Reputable billionaire investors such as Nelson Peltz and David Tepper generate exorbitant profits for their wealthy accredited investors (a minimum of $1 million in investable assets would be required to invest in a hedge fund and most successful hedge funds won’t accept your savings unless you commit at least $5 million) by pinpointing winning small-cap stocks. There is little or no publicly-available information at all on some of these small companies, which makes it hard for an individual investor to pin down a winner within the small-cap space. However, hedge funds and other big asset managers can do the due diligence and analysis for you instead, thanks to their highly-skilled research teams and vast resources to conduct an appropriate evaluation process. Looking for potential winners within the small-cap galaxy of stocks? We believe following the smart money is a good starting point.
Is NIKE, Inc. (NYSE:NKE) ready to rally soon? Hedge funds are taking an optimistic view. The number of bullish hedge fund bets increased by 10 recently. Our calculations also showed that NKE isn’t among the 30 most popular stocks among hedge funds.
Why do we pay any attention at all to hedge fund sentiment? Our research has shown that hedge funds’ large-cap stock picks indeed failed to the beat the market between 1999 and 2016. However, we were able to identify in advance a select group of hedge fund holdings that outperformed the market by 18 percentage points since May 2014 through December 3, 2018 (see the details here). We were also able to identify in advance a select group of hedge fund holdings that’ll significantly underperform the market. We have been tracking and sharing the list of these stocks since February 2017 and they lost 24% through December 3, 2018. That’s why we believe hedge fund sentiment is an extremely useful indicator that investors should pay attention to.
We’re going to analyze the latest hedge fund action surrounding NIKE, Inc. (NYSE:NKE).
What have hedge funds been doing with NIKE, Inc. (NYSE:NKE)?
At Q3’s end, a total of 46 of the hedge funds tracked by Insider Monkey held long positions in this stock, a change of 28% from one quarter earlier. The graph below displays the number of hedge funds with a bullish position in NKE over the last 13 quarters. So, let’s review which hedge funds were among the top holders of the stock and which hedge funds were making big moves.

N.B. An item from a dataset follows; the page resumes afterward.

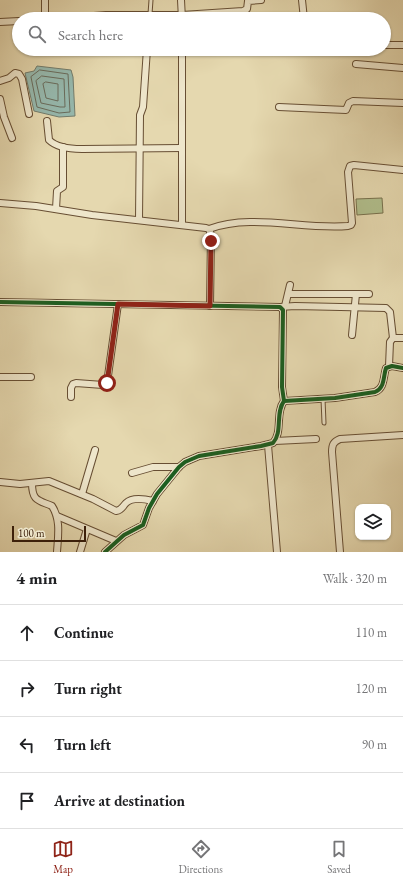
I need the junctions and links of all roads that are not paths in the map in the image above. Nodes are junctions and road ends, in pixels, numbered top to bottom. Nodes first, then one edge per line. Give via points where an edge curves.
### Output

More specifically, Orbis Investment Management was the largest shareholder of NIKE, Inc. (NYSE:NKE), with a stake worth $594.8 million reported as of the end of September. Trailing Orbis Investment Management was Two Sigma Advisors, which amassed a stake valued at $229.5 million. Millennium Management, Citadel Investment Group, and Adage Capital Management were also very fond of the stock, giving the stock large weights in their portfolios.
As one would reasonably expect, some big names have jumped into NIKE, Inc. (NYSE:NKE) headfirst. Coatue Management, managed by Philippe Laffont, created the most valuable position in NIKE, Inc. Coatue Management had $115 million invested in the company at the end of the quarter. Matthew Hulsizer’s PEAK6 Capital Management also initiated a $38.8 million position during the quarter. The following funds were also among the new NKE investors: Jim Simons’s Renaissance Technologies, Richard Driehaus’s Driehaus Capital, and Lei Zhang’s Hillhouse Capital Management.
Let’s also examine hedge fund activity in other stocks similar to NIKE, Inc. (NYSE:NKE). We will take a look at Amgen, Inc. (NASDAQ:AMGN), Medtronic, Inc. (NYSE:MDT), BHP Group Limited (NYSE:BHP), and Adobe Inc. (NASDAQ:ADBE). This group of stocks’ market values resembles NKE’s market value.
|Ticker||No of HFs with positions||Total Value of HF Positions (x1000)||Change in HF Position|
View table here if you experience formatting issues.
As you can see these stocks had an average of 48.25 hedge funds with bullish positions and the average amount invested in these stocks was $3485 million. That figure was $1918 million in NKE’s case. Adobe Systems Incorporated (NASDAQ:ADBE) is the most popular stock in this table. On the other hand, BHP Group Limited (NYSE:BHP) is the least popular one with only 19 bullish hedge fund positions. NIKE, Inc. (NYSE:NKE) is not the least popular stock in this group but hedge fund interest is still below average. This is a slightly negative signal and we’d rather spend our time researching stocks that hedge funds are piling on. In this regard, ADBE might be a better candidate to consider a long position.